TASK:
Look through the lines below for the word "Answer", and copy every line that has it.

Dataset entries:
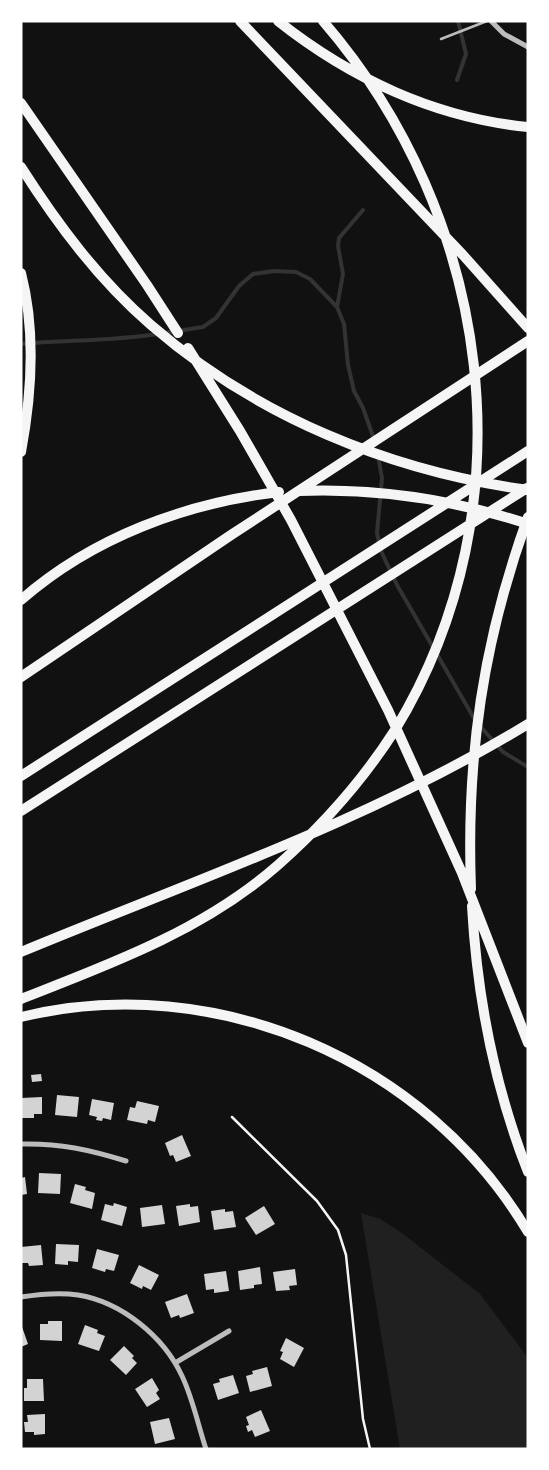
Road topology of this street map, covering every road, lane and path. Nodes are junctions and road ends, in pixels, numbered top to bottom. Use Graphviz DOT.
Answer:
graph roads {
  1 [pos="240,21"];
  2 [pos="278,21"];
  3 [pos="323,21"];
  4 [pos="489,21"];
  5 [pos="441,39"];
  6 [pos="528,46"];
  7 [pos="21,104"];
  8 [pos="528,127"];
  9 [pos="21,167"];
  10 [pos="21,273"];
  11 [pos="528,328"];
  12 [pos="178,333"];
  13 [pos="528,341"];
  14 [pos="188,348"];
  15 [pos="528,451"];
  16 [pos="21,452"];
  17 [pos="528,488"];
  18 [pos="528,517"];
  19 [pos="528,524"];
  20 [pos="25,597"];
  21 [pos="21,677"];
  22 [pos="528,724"];
  23 [pos="21,776"];
  24 [pos="21,811"];
  25 [pos="21,952"];
  26 [pos="21,999"];
  27 [pos="21,1016"];
  28 [pos="528,1043"];
  29 [pos="232,1117"];
  30 [pos="21,1144"];
  31 [pos="126,1161"];
  32 [pos="528,1172"];
  33 [pos="528,1232"];
  34 [pos="21,1297"];
  35 [pos="229,1331"];
  36 [pos="175,1363"];
  37 [pos="206,1449"];
  38 [pos="370,1449"];
  1 -- 11 [label="highway"];
  2 -- 8 [label="highway"];
  3 -- 26 [label="highway"];
  4 -- 5 [label="lane"];
  4 -- 6 [label="street"];
  7 -- 12 [label="highway"];
  9 -- 17 [label="highway"];
  10 -- 16 [label="highway"];
  13 -- 21 [label="highway"];
  14 -- 28 [label="highway"];
  15 -- 23 [label="highway"];
  17 -- 24 [label="highway"];
  18 -- 32 [label="highway"];
  19 -- 20 [label="highway"];
  22 -- 25 [label="highway"];
  27 -- 33 [label="highway"];
  29 -- 38 [label="path"];
  30 -- 31 [label="street"];
  34 -- 36 [label="street"];
  35 -- 36 [label="street"];
  36 -- 37 [label="street"];
}
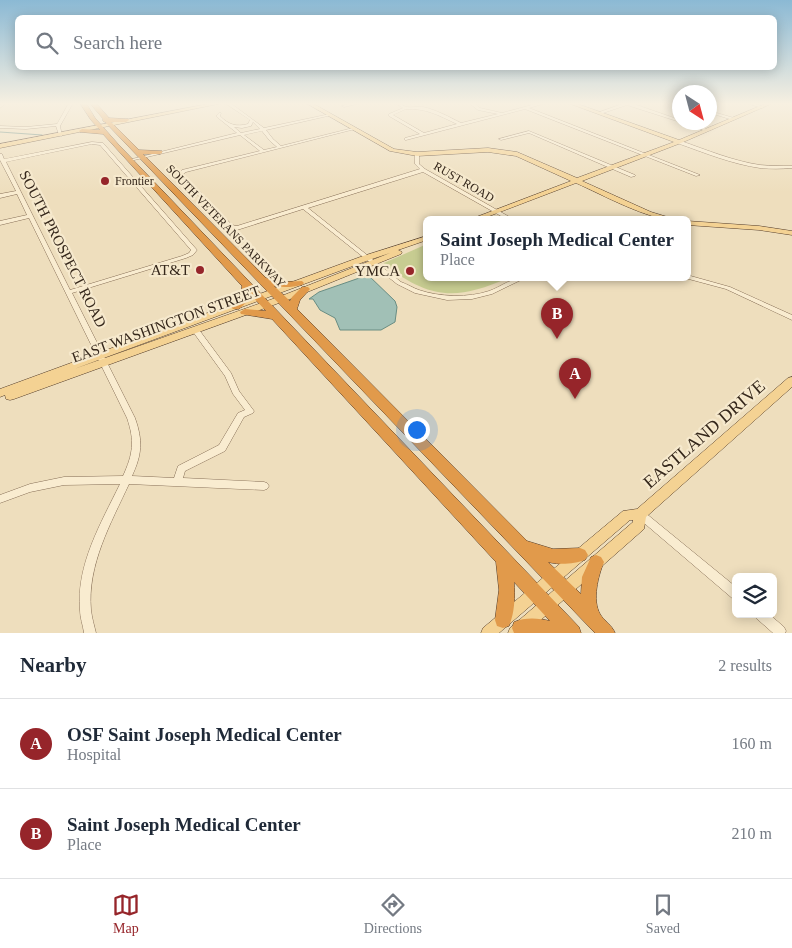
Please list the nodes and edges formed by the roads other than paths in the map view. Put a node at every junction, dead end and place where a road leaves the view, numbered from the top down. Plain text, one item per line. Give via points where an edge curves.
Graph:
1 (69, 133) edge
2 (105, 133) edge
3 (118, 133) edge
4 (234, 133) edge
5 (249, 133) edge
6 (266, 133) edge
7 (336, 133) edge
8 (361, 133) edge
9 (429, 133) edge
10 (527, 133) edge
11 (530, 133) edge
12 (588, 133) edge
13 (653, 133) edge
14 (702, 133) edge
15 (61, 134) joint
16 (241, 134) junction
17 (423, 134) joint
18 (228, 137) junction
19 (406, 139) dead end
20 (501, 139) dead end
21 (222, 140) junction
22 (208, 141) junction
23 (679, 142) junction
24 (0, 146) edge
25 (280, 147) junction
26 (136, 151) junction
27 (263, 151) junction
28 (161, 153) junction
29 (417, 154) junction
30 (645, 155) junction
31 (2, 158) edge
32 (131, 160) junction
33 (144, 160) junction
34 (612, 167) junction
35 (792, 167) edge
36 (7, 169) junction
37 (423, 170) junction
38 (0, 171) edge
39 (698, 175) dead end
40 (633, 176) dead end
41 (578, 180) junction
42 (19, 192) junction
43 (0, 196) edge
44 (304, 207) junction
45 (495, 212) junction
46 (30, 216) junction
47 (484, 216) edge
48 (503, 216) edge
49 (659, 216) edge
50 (0, 223) edge
51 (691, 223) edge
52 (792, 233) edge
53 (423, 239) edge
54 (370, 260) junction
55 (261, 279) junction
56 (691, 279) edge
57 (515, 281) edge
58 (247, 284) junction
59 (302, 286) junction
60 (69, 292) junction
61 (277, 296) junction
62 (263, 301) junction
63 (240, 310) junction
64 (292, 311) junction
65 (277, 316) junction
66 (792, 318) edge
67 (195, 329) junction
68 (103, 359) junction
69 (792, 381) edge
70 (0, 393) edge
71 (0, 399) edge
72 (126, 480) junction
73 (177, 482) junction
74 (264, 486) dead end
75 (0, 499) edge
76 (640, 514) junction
77 (523, 547) junction
78 (580, 555) junction
79 (503, 558) junction
80 (596, 562) junction
81 (553, 578) junction
82 (565, 590) junction
83 (732, 591) edge
84 (535, 592) junction
85 (547, 605) junction
86 (592, 617) junction
87 (765, 618) edge
88 (503, 620) junction
89 (518, 631) edge
90 (90, 633) edge
91 (488, 633) edge
92 (571, 633) edge
93 (607, 633) edge
94 (779, 633) edge

1 - 15 main road
2 - 32 highway, SOUTH VETERANS PARKWAY
3 - 26 highway, SOUTH VETERANS PARKWAY
4 - 18 street
5 - 16 street
6 - 25 street
7 - 25 street
8 - 29 main road via 388,148
9 - 17 street
10 - 20 street
11 - 34 street
12 - 30 street
13 - 23 main road
14 - 23 main road
15 - 24 main road
16 - 18 street
16 - 21 street
16 - 27 street
17 - 19 street
18 - 22 street
21 - 22 street
21 - 28 street
22 - 28 street
23 - 30 main road
23 - 35 street via 750,166
25 - 27 street
26 - 28 highway
26 - 33 highway, SOUTH VETERANS PARKWAY
27 - 44 street via 180,174 234,228
28 - 33 highway
29 - 37 street, RUST ROAD via 417,164
29 - 41 main road via 483,150 509,152
30 - 34 main road
30 - 39 street
31 - 36 street, SOUTH PROSPECT ROAD
31 - 60 street via 101,144 193,248 193,253
32 - 33 street
32 - 58 highway, SOUTH VETERANS PARKWAY
33 - 55 highway, SOUTH VETERANS PARKWAY
34 - 40 street
34 - 41 main road
36 - 38 street
36 - 42 street, SOUTH PROSPECT ROAD
37 - 44 street
37 - 45 street, RUST ROAD
41 - 45 main road
41 - 49 main road
42 - 43 street
42 - 46 street, SOUTH PROSPECT ROAD
44 - 54 street
45 - 47 main road
45 - 48 street, RUST ROAD
46 - 50 street
46 - 60 street, SOUTH PROSPECT ROAD
51 - 52 main road
53 - 54 main road, EAST WASHINGTON STREET
54 - 57 street via 407,288 447,298 480,296
54 - 59 main road, EAST WASHINGTON STREET
55 - 59 highway
55 - 61 highway, SOUTH VETERANS PARKWAY
56 - 66 street via 728,288
58 - 62 highway, SOUTH VETERANS PARKWAY
58 - 63 highway via 247,297
59 - 61 main road, EAST WASHINGTON STREET
59 - 64 highway
60 - 68 street, SOUTH PROSPECT ROAD
61 - 62 main road, EAST WASHINGTON STREET
61 - 64 highway, SOUTH VETERANS PARKWAY
62 - 63 main road, EAST WASHINGTON STREET
62 - 65 highway, SOUTH VETERANS PARKWAY
63 - 65 highway
63 - 67 main road, EAST WASHINGTON STREET
63 - 68 main road, EAST WASHINGTON STREET
64 - 77 highway, SOUTH VETERANS PARKWAY
65 - 79 highway, SOUTH VETERANS PARKWAY
67 - 68 main road, EAST WASHINGTON STREET
67 - 73 street via 250,411 241,415 222,448 181,469
68 - 70 main road, EAST WASHINGTON STREET
68 - 71 main road, EAST WASHINGTON STREET
68 - 72 street, SOUTH PROSPECT ROAD via 136,432 136,451
69 - 76 main road, EASTLAND DRIVE
72 - 73 street
72 - 75 street via 60,481
72 - 90 street, SOUTH PROSPECT ROAD via 99,537 88,570 85,604
73 - 74 street
76 - 78 main road, EASTLAND DRIVE via 627,515
76 - 80 main road, EASTLAND DRIVE via 639,525
76 - 83 street
77 - 78 highway via 553,556
77 - 81 highway, SOUTH VETERANS PARKWAY
78 - 81 main road, EASTLAND DRIVE
79 - 84 highway, SOUTH VETERANS PARKWAY
79 - 88 highway via 508,581
80 - 82 main road, EASTLAND DRIVE
80 - 86 highway via 588,578
81 - 82 highway, SOUTH VETERANS PARKWAY
81 - 84 main road, EASTLAND DRIVE
82 - 85 main road, EASTLAND DRIVE
82 - 86 highway, SOUTH VETERANS PARKWAY
84 - 85 highway, SOUTH VETERANS PARKWAY
84 - 88 main road, EASTLAND DRIVE
85 - 89 main road, EASTLAND DRIVE
85 - 92 highway, SOUTH VETERANS PARKWAY
86 - 93 highway, SOUTH VETERANS PARKWAY
87 - 94 street
88 - 91 main road, EASTLAND DRIVE
89 - 92 highway via 542,627

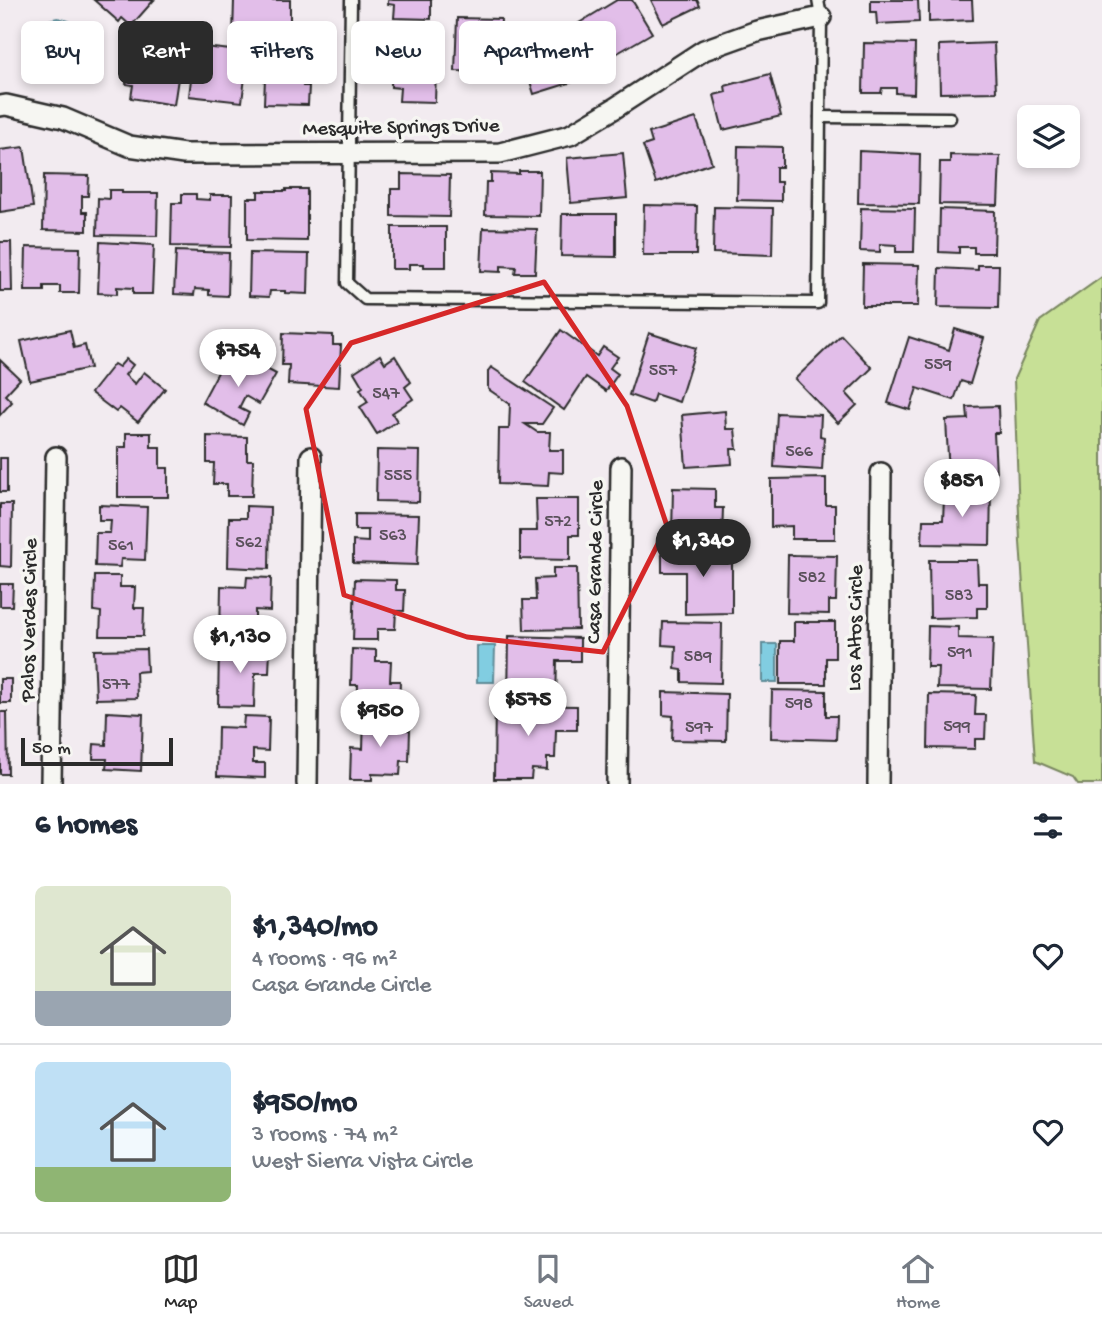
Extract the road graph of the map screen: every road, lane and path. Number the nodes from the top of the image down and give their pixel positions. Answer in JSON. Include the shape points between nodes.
{"nodes":[{"id":1,"x":351,"y":0,"type":"edge"},
{"id":2,"x":819,"y":9,"type":"edge"},
{"id":3,"x":0,"y":106,"type":"edge"},
{"id":4,"x":820,"y":117,"type":"junction"},
{"id":5,"x":950,"y":118,"type":"dead end"},
{"id":6,"x":349,"y":153,"type":"junction"},
{"id":7,"x":56,"y":457,"type":"dead end"},
{"id":8,"x":311,"y":457,"type":"dead end"},
{"id":9,"x":621,"y":467,"type":"dead end"},
{"id":10,"x":881,"y":473,"type":"dead end"},
{"id":11,"x":51,"y":784,"type":"edge"},
{"id":12,"x":307,"y":784,"type":"edge"},
{"id":13,"x":617,"y":784,"type":"edge"},
{"id":14,"x":878,"y":784,"type":"edge"}],
"edges":[{"from":1,"to":6,"type":"lane"},
{"from":2,"to":4,"type":"lane"},
{"from":2,"to":6,"type":"street","name":"Mesquite Springs Drive","via":[[704,50],[570,135],[500,153]]},
{"from":3,"to":6,"type":"street","name":"Mesquite Springs Drive","via":[[63,118],[129,146],[184,154]]},
{"from":4,"to":5,"type":"lane"},
{"from":4,"to":6,"type":"lane","via":[[818,303],[365,299],[347,283]]},
{"from":7,"to":11,"type":"street","name":"Palos Verdes Circle"},
{"from":8,"to":12,"type":"street"},
{"from":9,"to":13,"type":"street","name":"Casa Grande Circle"},
{"from":10,"to":14,"type":"street","name":"Los Altos Circle"}]}
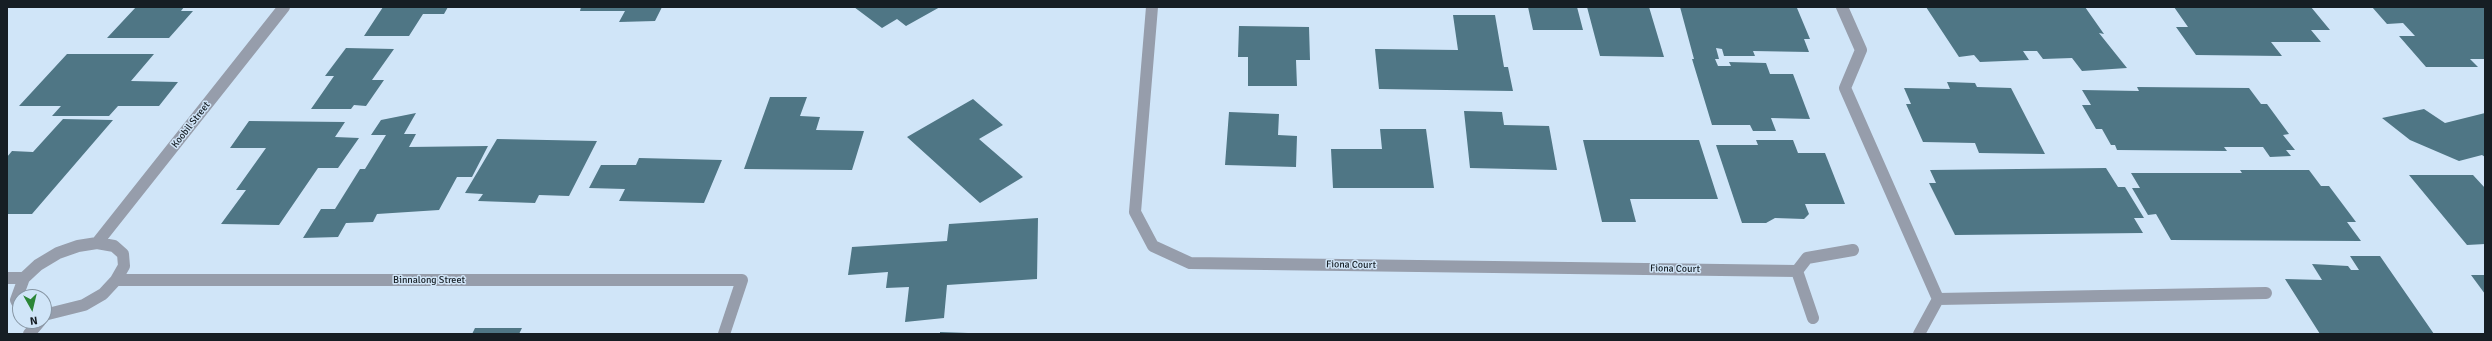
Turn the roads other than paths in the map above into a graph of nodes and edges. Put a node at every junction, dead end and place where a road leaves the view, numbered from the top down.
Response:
1 (284, 7) edge
2 (1152, 7) edge
3 (1842, 7) edge
4 (97, 243) junction
5 (1853, 250) dead end
6 (1797, 271) junction
7 (7, 278) edge
8 (24, 278) junction
9 (116, 280) junction
10 (18, 289) edge
11 (2266, 293) dead end
12 (1938, 299) junction
13 (52, 314) edge
14 (1813, 318) dead end
15 (724, 334) edge
16 (1919, 334) edge

1 - 4 street, Koobil Street
2 - 6 street, Fiona Court
3 - 12 street
4 - 8 street
4 - 9 street
5 - 6 street
6 - 14 street
7 - 8 street
8 - 10 street
9 - 13 street
9 - 15 street, Binnalong Street
11 - 12 street
12 - 16 street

WRITTEN REPLY:
Answer:
Extract the road graph of the map screen: every road, lane and path. Number the nodes from the top of the image down and give their pixel positions. Answer in JSON. Include the shape points between nodes.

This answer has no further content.